2. The method of claim 1 , wherein the sensors comprise one or more of pressure sensors, temperature sensors, flow rate sensors, resistivity sensors, and acoustic sensors
3. The method of claim 1 , further comprising installing the sensors in an interior of the riser after subsea installation of the riser at a wellsite.
4. The method of claim 1 , further comprising:
installing a power transmission system along a length of an exterior of the riser; and
wirelessly transmitting power to the sensors in an interior of the riser through a wall of the riser.
5. The method of claim 4 , wherein installing the power transmission system comprises installing the power transmission system after subsea installation of the riser at a wellsite.
6. The method of claim 1 , further comprising:
installing a data telemetry system along a length of an exterior of the riser; and
wirelessly transmitting measurements from the sensors to the data telemetry system through a wall of the riser.
7. The method of claim 6 , further comprising transmitting the measurements to a riser monitoring system at the surface.
8. The method of claim 1 , wherein the measured values are pressure values and the difference indicates a decrease in pressure between the given sensors.

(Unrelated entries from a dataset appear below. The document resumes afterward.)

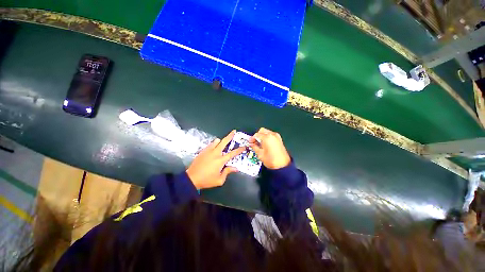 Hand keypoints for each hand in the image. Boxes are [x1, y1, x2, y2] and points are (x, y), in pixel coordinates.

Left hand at [186, 130, 244, 189]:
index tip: (243, 147)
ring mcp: (208, 151)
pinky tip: (214, 149)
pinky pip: (210, 144)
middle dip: (230, 136)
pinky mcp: (203, 151)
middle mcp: (215, 153)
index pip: (232, 153)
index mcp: (220, 160)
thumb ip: (228, 172)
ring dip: (220, 141)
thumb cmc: (207, 180)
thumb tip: (235, 168)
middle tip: (234, 131)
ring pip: (216, 141)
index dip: (239, 150)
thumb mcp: (219, 180)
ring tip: (221, 143)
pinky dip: (214, 144)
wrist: (191, 178)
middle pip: (224, 141)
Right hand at [249, 128, 290, 169]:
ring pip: (267, 132)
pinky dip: (267, 138)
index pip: (256, 134)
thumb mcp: (260, 154)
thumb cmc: (273, 161)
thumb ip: (255, 147)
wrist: (282, 165)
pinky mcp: (279, 140)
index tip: (250, 142)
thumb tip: (252, 144)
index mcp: (267, 138)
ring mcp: (277, 137)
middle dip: (257, 135)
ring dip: (262, 136)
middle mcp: (272, 135)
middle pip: (262, 131)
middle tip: (254, 142)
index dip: (252, 138)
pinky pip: (271, 135)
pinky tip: (265, 144)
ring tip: (259, 144) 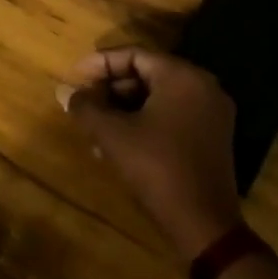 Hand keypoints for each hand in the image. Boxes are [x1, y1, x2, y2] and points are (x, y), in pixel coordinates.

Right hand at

9. The method of claim 1 , wherein the measured values are flow values and the difference indicates an increase in flow between the given sensors.
10. The method of claim 1 , wherein the measured values are temperature values and the difference indicates a decrease in temperature between the given sensors.
11. The method of claim 1 , further comprising:
determining a rate of change of the difference;
determining whether fluid flow from the riser will be processed by a mud-gas separator based on the determined rate of change; and
determining whether fluid flow from the riser will be diverted to bypass the mud-gas separator based on the determined rate of change.
12. The method of claim 11 , wherein the measured values are pressure values; and further comprising:
determining that the fluid flow from the riser is to be diverted to bypass the mud-gas separator based on a rate of decrease of the difference being greater than a predetermined pressure threshold; and
determining that the fluid flow from the riser is to be processed by the mud-gas separator based on the rate of decrease of the difference being not greater than the predetermined pressure threshold value.
13. The method of claim 11 , wherein the measured values are flow values; and further comprising:
determining that the fluid flow from the riser is to be diverted to bypass the mud-gas separator based on a rate of increase of the difference being greater than a predetermined flow increase threshold value; and
determining that the fluid flow from the riser is to be processed by the mud-gas separator based on the rate of increase of the difference being not greater than the predetermined flow increase threshold value.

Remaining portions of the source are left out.